*Information shown:*
────────

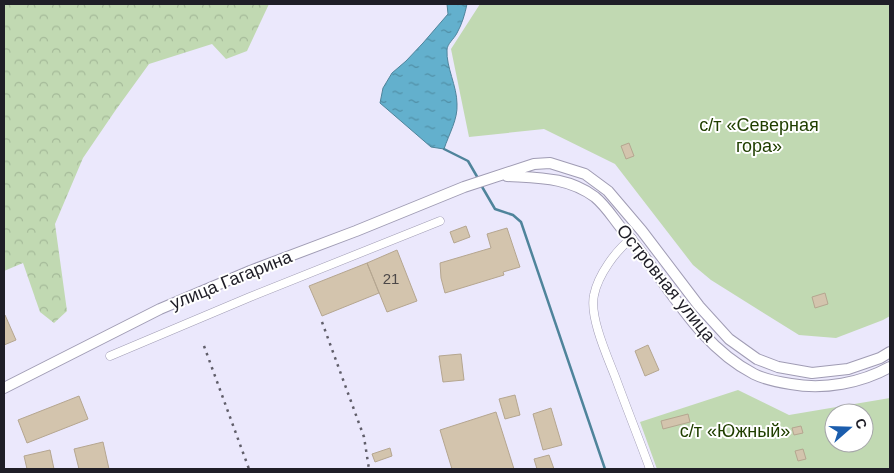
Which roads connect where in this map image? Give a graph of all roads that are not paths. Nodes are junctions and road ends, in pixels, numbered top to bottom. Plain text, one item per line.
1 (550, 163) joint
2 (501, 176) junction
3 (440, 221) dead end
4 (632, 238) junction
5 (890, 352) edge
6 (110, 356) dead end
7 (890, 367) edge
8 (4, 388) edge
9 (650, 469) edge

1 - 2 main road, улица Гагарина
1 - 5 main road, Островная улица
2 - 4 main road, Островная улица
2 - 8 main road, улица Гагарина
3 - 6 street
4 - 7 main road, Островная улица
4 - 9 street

────────

*Task to complete:* Give the material again exactly as it is, but keep the pictures out.

*Task output:*
Which roads connect where in this map image? Give a graph of all roads that are not paths. Nodes are junctions and road ends, in pixels, numbered top to bottom. Plain text, one item per line.
1 (550, 163) joint
2 (501, 176) junction
3 (440, 221) dead end
4 (632, 238) junction
5 (890, 352) edge
6 (110, 356) dead end
7 (890, 367) edge
8 (4, 388) edge
9 (650, 469) edge

1 - 2 main road, улица Гагарина
1 - 5 main road, Островная улица
2 - 4 main road, Островная улица
2 - 8 main road, улица Гагарина
3 - 6 street
4 - 7 main road, Островная улица
4 - 9 street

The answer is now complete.